Inserting (or updating) datas into the data-virt module database

This page describe how to insert (or update) datas into the data-virt module database independent of the storage system (Postgis, Elastic or Kuzzle) for each dataset type (OPEN, CLOSED ou MODIFIABLE).

In other words, this page tells how to add (or update) items to datasets.

It is not possible to remove datas from one dataset.

OPEN or MODIFIABLE datasets

There is 2 ways to insert (or update) datas into an OPEN or MODIFIABLE dataset.

Item is inserted if its id is not already in the dataset, otherwise it is updated.

Updating known items supports 2 different modes :

  • REPLACE (default) : item is fully replaced by the new one. This means that attributes that are not sent are reset to null

  • MERGE : only attributes that are sent are updated, others are kept as they were before update

It is not possible to insert datas in an OPEN or MODIFIABLE datasets using a file.

Synchronously using data-virt endpoint POST /items

This endpoint is synchronous and takes a list of ItemDto as body.

This endpoint supports inserting or updating items with metadatas

See Virtualization API documentation

Asynchronously using a kafka topic

Items can be sent to a Kafka topic wich prefix is dataset-.

Example 1. Topic name example

dataset-902918_enterprises

The message may have the following headers :

  • provoly-dataset-version-id (mandatory) : the dataset version id

  • provoly-item-id (optional) : the item id, generated if not sent, used to update item if sent and already present in database.

  • provoly-item-update-mode (optional / default = REPLACE) : the mode to update item if already present in storage (REPLACE or MERGE, see above)

The message must be a JSON object of which each field is the technicalName of the attribute.

{
    "attribute_1_technicalName" : "256", // simple value attribute
    "attribute_2_technicalName" : "12|3215|6546",  // multi valued attribute
    "attribute_3_technicalName" : [ "12", "3215", "6546" ]  // multi valued attribute
}

Does not support inserting or updating items with metadatas

CLOSED datasets

There is 3 ways to insert datas into a CLOSED dataset.

Attributes that are not sent are set to null.

It is not possible to update an item of a CLOSED dataset. To update an item, create a new complete dataset version with all items.

Synchronously using data-virt endpoint POST /imports/dataset/id/:datasetId

This endpoint is synchronous and takes the list of items to insert as a file (CSV or SHAPEFILE)

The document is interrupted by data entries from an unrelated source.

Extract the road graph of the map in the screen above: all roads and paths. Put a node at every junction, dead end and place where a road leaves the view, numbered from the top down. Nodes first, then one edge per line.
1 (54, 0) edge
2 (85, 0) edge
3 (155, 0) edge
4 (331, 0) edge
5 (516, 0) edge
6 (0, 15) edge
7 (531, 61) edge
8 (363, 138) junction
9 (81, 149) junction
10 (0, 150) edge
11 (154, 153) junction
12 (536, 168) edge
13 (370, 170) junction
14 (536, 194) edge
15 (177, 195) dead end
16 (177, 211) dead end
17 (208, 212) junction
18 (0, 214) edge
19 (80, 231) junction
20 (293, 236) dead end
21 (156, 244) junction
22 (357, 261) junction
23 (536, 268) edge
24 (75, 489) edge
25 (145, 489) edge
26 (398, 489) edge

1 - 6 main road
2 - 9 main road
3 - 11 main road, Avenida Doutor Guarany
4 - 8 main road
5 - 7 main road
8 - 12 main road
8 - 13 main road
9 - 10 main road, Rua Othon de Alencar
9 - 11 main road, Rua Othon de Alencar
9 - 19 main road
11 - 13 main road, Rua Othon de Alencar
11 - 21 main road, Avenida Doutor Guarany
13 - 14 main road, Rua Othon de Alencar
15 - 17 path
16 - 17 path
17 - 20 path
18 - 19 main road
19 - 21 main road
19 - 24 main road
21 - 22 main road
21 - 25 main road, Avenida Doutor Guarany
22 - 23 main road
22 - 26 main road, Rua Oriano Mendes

Does not support inserting or updating items with metadatas

See Virtualization API documentation

Asynchronously using data-virt endpoint POST /datasets/id/:datasetId/dataset-versions/id/:datasetVersionId

This endpoint is asynchronous and takes a list of ItemDto as body.

This endpoint supports inserting or updating items with metadatas

See Virtualization API documentation

Asynchronously using a kafka topic

This way is accomplished in 3 steps :

  1. Create a new dataset version using data-ref endpoint POST /data-ref/dataset-versions (without any reference to a file)

  2. Send items to a Kafka topic wich prefix is dataset- (same method as OPEN or MODIFIABLE dataset, see above).

  3. Update dataset version state to ACTIVE by sending a message of type UPDATE_DATASET_VERSION_STATE in the topic virt-event consumed by data-ref

Example 2. Update dataset version state message example
{
    "datasetVersionDto": {
        "id":"6838a2b2-bd59-4959-85bd-3f1573aac614",
        "dataset":"71eeb9dd-821e-4183-bde4-ea139c1dc1d5",
        "state": "ACTIVE"
    },
    "type":"UPDATE_DATASET_VERSION_STATE"
}